Our entry into Manhattan was through the Lincoln Tunnel under the Hudson River, which we found with no difficulty. The Tunnel delivered us straight on to 40th Street where we would find the Bedford Hotel at 118 East 40th at Lexington. It was a slow crawl along 40th as I tried to adapt to rapid lane changes and the various different types of honking (e.g. "Hey, wake up!" or "Please hold your position as I merge." or "Hi, John! What are you doing in New York?").
We pulled up in front of the Bedford Hotel and before we knew it, we were checked in and our luggage unloaded. I hopped back into Big Blue and drove the 3 blocks to the lot associated with the Bedford. There are two lots and the first one couldn't take us because of the over height carrier but the manager at the second one said for $9 extra per day, they would fit Blue beside their entrance and move her around if necessary. He gave me soft assurances of security (i.e. "Shouldn't be a problem") and I walked back to the hotel brimming with non-confidence.
Brenda was already settled in our comfortable one bedroom suite on the 7th floor when I arrived back at the hotel around 2:00 pm. Out of our window we had a view onto adjacent brownstone buildings with a partial view of the very top of the Empire State Building. The hotel claims previous tenants like F. Scott Fitzgerald and Theodore Roosevelt and I'm fairly confident they have had at least one renovation or upgrade since then. Our suite was large in the living room, a little tight in the efficiency kitchen; a bright and clean bathroom and the bedroom had a double bed, which would turn out to be mildly uncomfortable/inconvenient.

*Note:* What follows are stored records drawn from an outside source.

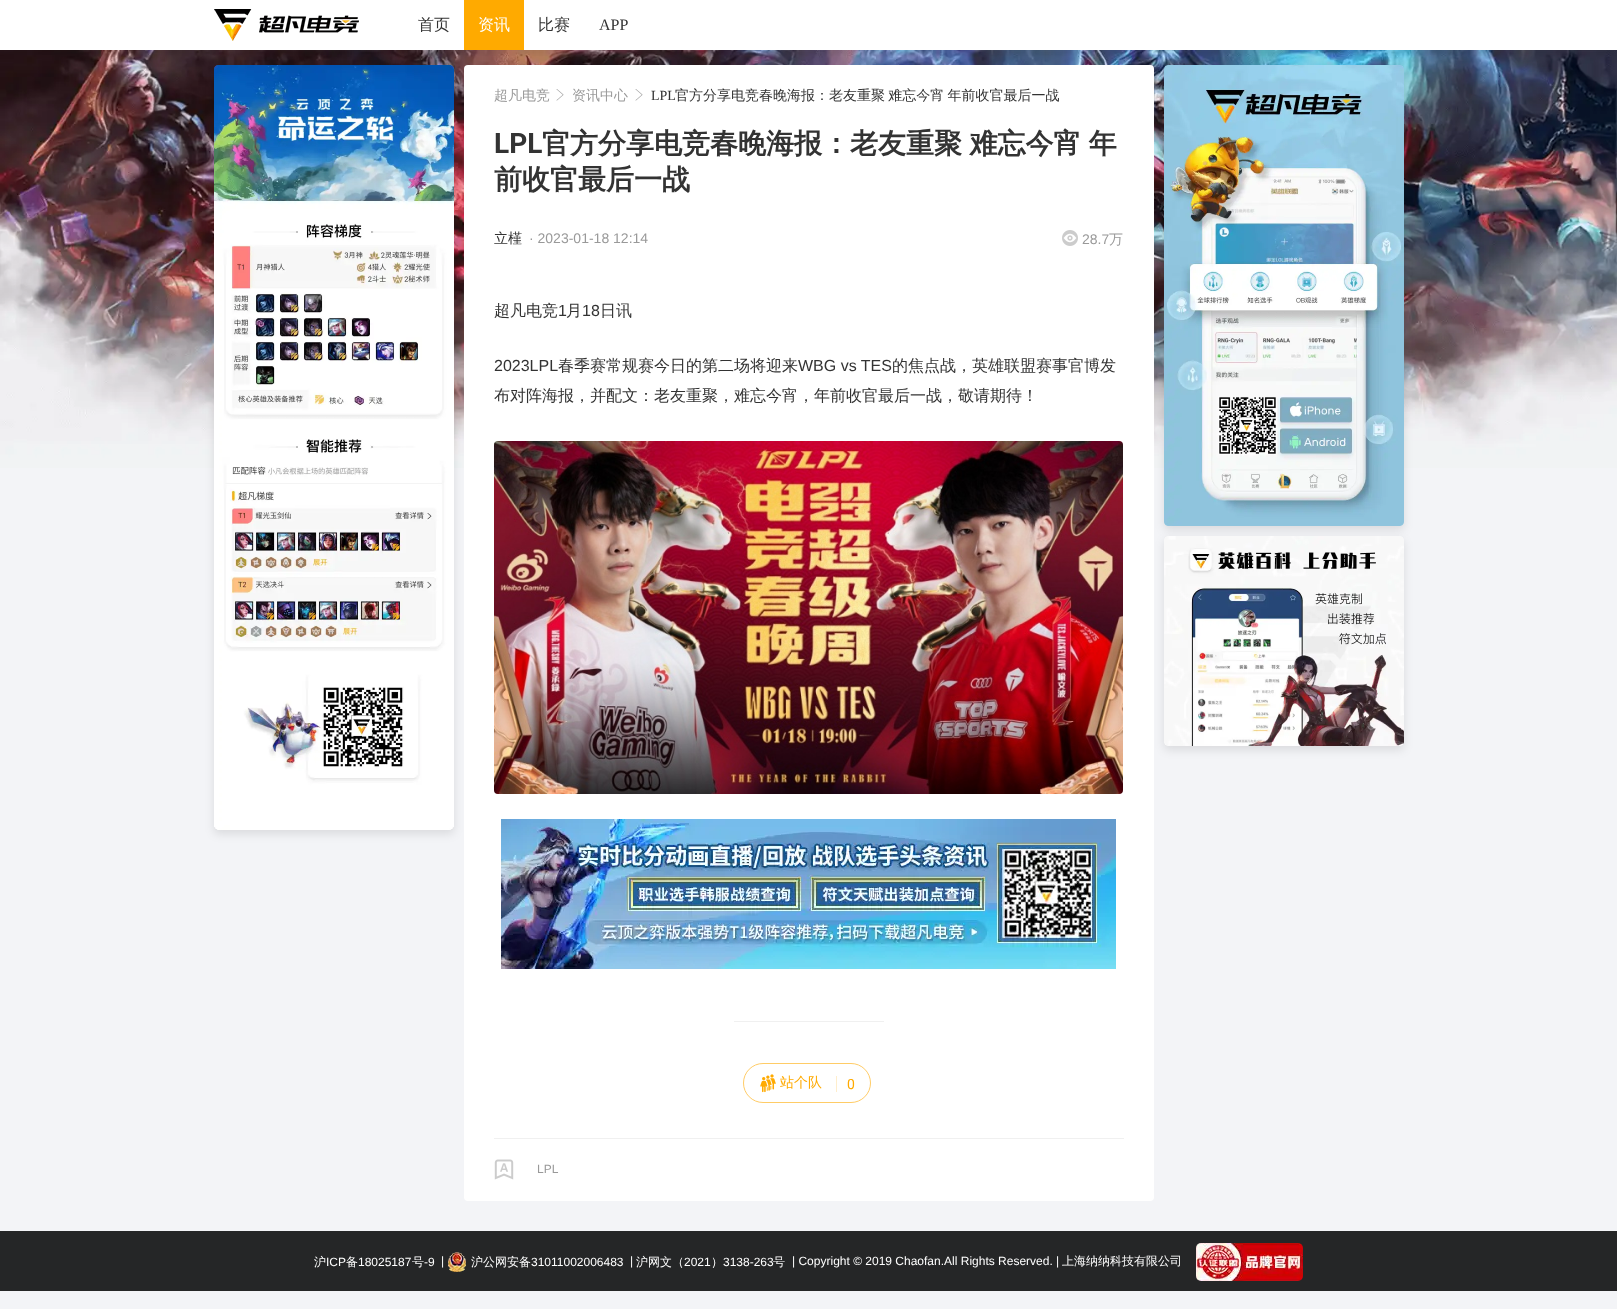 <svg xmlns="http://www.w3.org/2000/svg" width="1617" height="1309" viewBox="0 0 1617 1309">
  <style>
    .t1 { font: 500 16px WenQuanYi Zen Hei; fill: #333; }
    .t2 { font: 500 16px WenQuanYi Zen Hei; fill: #fff; }
    .t3 { font: 16px Liberation Serif; fill: #333; }
    .t4 { font: 500 14px WenQuanYi Zen Hei; fill: #999; }
    .t5 { font: 14px Liberation Serif; fill: #333; }
    .t6 { font: 500 14px WenQuanYi Zen Hei; fill: #333; }
    .t7 { font: bold 28px Roboto; fill: #333; }
    .t8 { font: bold 28px WenQuanYi Zen Hei; fill: #333; }
    .t9 { font: 14px Liberation Sans; fill: #999; }
    .t10 { font: 16px Liberation Sans; fill: #333; }
    .t11 { font: 500 14px WenQuanYi Zen Hei; fill: #fa0; }
    .t12 { font: 14px Roboto; fill: #fa0; }
    .t13 { font: 12px Liberation Sans; fill: #999; }
    .t14 { font: 500 12px WenQuanYi Zen Hei; fill: #fff; }
    .t15 { font: 12px Liberation Sans; fill: #fff; }
  </style>
  <defs>
    <clipPath id="clip1"><rect x="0" y="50" width="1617" height="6"/></clipPath>
  </defs>
  <rect width="100%" height="100%" fill="#f3f4f7"/>
  <rect x="0" y="0" width="1617" height="50" fill="#fff"/>
  <image x="0" y="50" width="1617" height="418" href="images/2.png"/>
  <rect x="214" y="69" width="240" height="765" rx="4" fill="#0000001a" filter="blur(5px)"/>
  <image x="214" y="65" width="240" height="765" href="images/3.png"/>
  <rect x="464" y="65" width="690" height="1136" rx="4" fill="#fff"/>
  <rect x="1164" y="69" width="240" height="461" rx="4" fill="#0000001a" filter="blur(5px)"/>
  <image x="1164" y="65" width="240" height="461" href="images/10.png"/>
  <g clip-path="url(#clip1)">
    <rect x="0" y="2" width="1617" height="50" fill="#1b1e201a" filter="blur(5px)"/>
  </g>
  <image x="214" y="9" width="145" height="32" href="images/1.png"/>
  <text x="418" y="30" class="t1">首页</text>
  <rect x="464" y="0" width="60" height="50" fill="#fa0"/>
  <text x="478" y="30" class="t2">资讯</text>
  <text x="538" y="30" class="t1">比赛</text>
  <text x="599" y="30" class="t3">APP</text>
  <text x="494" y="100" class="t4">超凡电竞</text>
  <image x="556" y="89" width="8" height="12" href="images/4.png"/>
  <text x="572" y="100" class="t4">资讯中心</text>
  <image x="635" y="89" width="8" height="12" href="images/4.png"/>
  <text x="651" y="100" class="t5">LPL</text>
  <text x="675" y="100" word-spacing="-1" class="t6">官方分享电竞春晚海报：老友重聚 难忘今宵 年前收官最后一战</text>
  <text x="494" y="153" class="t7">LPL</text>
  <text x="542" y="153" word-spacing="-1" class="t8">官方分享电竞春晚海报：老友重聚 难忘今宵 年</text>
  <text x="494" y="189" class="t8">前收官最后一战</text>
  <text x="494" y="243" class="t6">立槿</text>
  <text x="529" y="243" class="t9">· 2023-01-18 12:14</text>
  <image x="1062" y="230" width="16" height="16" href="images/5.png"/>
  <text x="1082" y="244" class="t9">28.7</text>
  <text x="1109" y="244" class="t4">万</text>
  <text x="494" y="316" class="t1">超凡电竞</text>
  <text x="558" y="316" class="t10">1</text>
  <text x="566" y="316" class="t1">月</text>
  <text x="582" y="316" class="t10">18</text>
  <text x="600" y="316" class="t1">日讯</text>
  <text x="494" y="371" class="t10">2023LPL</text>
  <text x="558" y="371" class="t1">春季赛常规赛今日的第二场将迎来</text>
  <text x="798" y="371" class="t10">WBG vs TES</text>
  <text x="892" y="371" class="t1">的焦点战，英雄联盟赛事官博发</text>
  <text x="494" y="401" class="t1">布对阵海报，并配文：老友重聚，难忘今宵，年前收官最后一战，敬请期待！</text>
  <image x="494" y="441" width="629" height="353" href="images/6.png"/>
  <image x="501" y="819" width="615" height="150" href="images/7.png"/>
  <rect x="734" y="1021" width="150" height="1" fill="#f0f0f0"/>
  <rect x="743.5" y="1063.5" width="127" height="39" rx="19.5" fill="none" stroke="#fc6"/>
  <image x="760" y="1074" width="16" height="19" href="images/8.png"/>
  <text x="780" y="1087" class="t11">站个队</text>
  <rect x="836" y="1076" width="1" height="16" fill="#fec"/>
  <text x="847" y="1089" class="t12">0</text>
  <rect x="494" y="1138" width="630" height="1" fill="#f0f0f0"/>
  <image x="494" y="1159" width="20" height="21" href="images/9.png"/>
  <text x="537" y="1173" class="t13">LPL</text>
  <rect x="1164" y="540" width="240" height="210" rx="4" fill="#0000001a" filter="blur(5px)"/>
  <image x="1164" y="536" width="240" height="210" href="images/11.png"/>
  <rect x="0" y="1231" width="1617" height="60" fill="#252627"/>
  <text x="314" y="1266" class="t14">沪</text>
  <text x="326" y="1266" class="t15">ICP</text>
  <text x="346" y="1266" class="t14">备</text>
  <text x="358" y="1266" class="t15">18025187</text>
  <text x="412" y="1266" class="t14">号</text>
  <text x="424" y="1266" class="t15">-9</text>
  <text x="441" y="1265" class="t15">|</text>
  <image x="448" y="1252" width="18" height="20" href="images/12.png"/>
  <text x="471" y="1266" class="t14">沪公网安备</text>
  <text x="531" y="1266" class="t15">31011002006483</text>
  <text x="630" y="1265" class="t15">|</text>
  <text x="636" y="1266" class="t14">沪网文（</text>
  <text x="684" y="1266" class="t15">2021</text>
  <text x="711" y="1266" class="t14">）</text>
  <text x="723" y="1266" class="t15">3138-263</text>
  <text x="773" y="1266" class="t14">号</text>
  <text x="792" y="1265" class="t15">| Copyright © 2019 Chaofan.All Rights Reserved. |</text>
  <text x="1062" y="1265" class="t14">上海纳纳科技有限公司</text>
  <image x="1196" y="1243" width="107" height="38" href="images/13.png"/>
</svg>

The good news was location, location, location as we are 6 blocks from the Empire State Building, 1 block from Grand Central Station, and 3 blocks from Bryant Park. Times Square turned out to be an easy 10-minute walk. Central Park would be a 2-station subway ride away.
We chose to have a deli lunch just 2 doors away at the corner of 40th and Lexington where Brenda had her first gigantic New York deli pickle...and I mean LARGE. We had decided to walk to the theater district via Times Square and were absolutely revelling in that New York atmosphere. We got to the Shubert Theater where Spamalot was playing, one of the few popular plays that had same day, Friday night tickets. We left, having parted with $240 for 2 pretty good mezzanine seats. By now it was almost 4:00 pm and we decided to go up the Empire State Building to check things out. It was fairly busy and cost $18 each to go up (but, hey...it's New York!) and after about 30 minutes we were on the 86th floor looking down on a slightly hazy city with its famous rivers and bridges.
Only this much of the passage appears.